Ao todo, 22 pessoas estavam no local, 18 foram resgatadas com vida, e quatro – dois homens (Hélio Gonçalves, de 59 anos, e Moises Felipe, que não teve a idade revelada) e duas mulheres (Marcia Aparecida, de 60 anos, e Regiane Soares, que não teve a idade revelada) morreram carbonizados.
Dos 18 sobreviventes, três vítimas das chamas foram socorridas para o Hospital Municipal da Vila Industrial. Outras seis pessoas, afetadas pela inalação de fumaça, foram encaminhadas para as Unidades de Pronto Atendimento (UPAs) dos bairros Campo dos Alemães e Putim.

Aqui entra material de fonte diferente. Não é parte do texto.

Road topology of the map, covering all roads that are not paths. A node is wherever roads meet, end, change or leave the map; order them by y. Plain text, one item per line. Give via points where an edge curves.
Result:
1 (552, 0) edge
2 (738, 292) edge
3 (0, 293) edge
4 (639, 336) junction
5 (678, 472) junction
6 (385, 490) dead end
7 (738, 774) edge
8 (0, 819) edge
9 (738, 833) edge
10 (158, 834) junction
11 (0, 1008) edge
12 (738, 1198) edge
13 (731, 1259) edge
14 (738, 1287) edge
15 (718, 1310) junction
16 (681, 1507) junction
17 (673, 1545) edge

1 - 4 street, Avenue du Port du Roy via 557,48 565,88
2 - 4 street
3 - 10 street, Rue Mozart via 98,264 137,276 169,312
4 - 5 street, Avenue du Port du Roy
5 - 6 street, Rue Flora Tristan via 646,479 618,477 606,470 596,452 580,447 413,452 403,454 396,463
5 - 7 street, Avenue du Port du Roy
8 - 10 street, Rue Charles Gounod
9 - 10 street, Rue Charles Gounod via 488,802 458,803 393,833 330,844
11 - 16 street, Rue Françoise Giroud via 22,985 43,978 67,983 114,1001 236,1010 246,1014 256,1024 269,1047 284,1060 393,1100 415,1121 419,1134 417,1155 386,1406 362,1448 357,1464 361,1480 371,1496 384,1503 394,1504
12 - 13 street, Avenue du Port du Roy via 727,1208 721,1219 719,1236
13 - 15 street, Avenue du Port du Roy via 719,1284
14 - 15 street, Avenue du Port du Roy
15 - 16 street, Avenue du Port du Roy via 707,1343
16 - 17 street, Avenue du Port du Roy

O Corpo de Bombeiros controlou as chamas e extinguiu o incêndio. Um agente sofreu queimaduras de segundo grau nas pernas durante o combate ao fogo e também teve que ser encaminhado ao Hospital da Vila Industrial, onde recebeu atendimento médico.
Em nota, a Comunidade Consoladora dos Aflitos, responsável pelo abrigo, disse que manifesta “seu profundo pesar pelo trágico incêndio ocorrido na madrugada desta segunda-feira” Disse ainda que expressa as “mais sinceras condolências às famílias e amigos das vítimas, bem como nossa solidariedade aos feridos e a todos os impactados por esta terrível tragédia”.
“A Comunidade Consoladora dos Aflitos se coloca à inteira disposição das autoridades para colaborar com as investigações e fornecer qualquer informação que possa contribuir para esclarecer os fatos e identificar os responsáveis”, completou o comunicado divulgado pela congregação.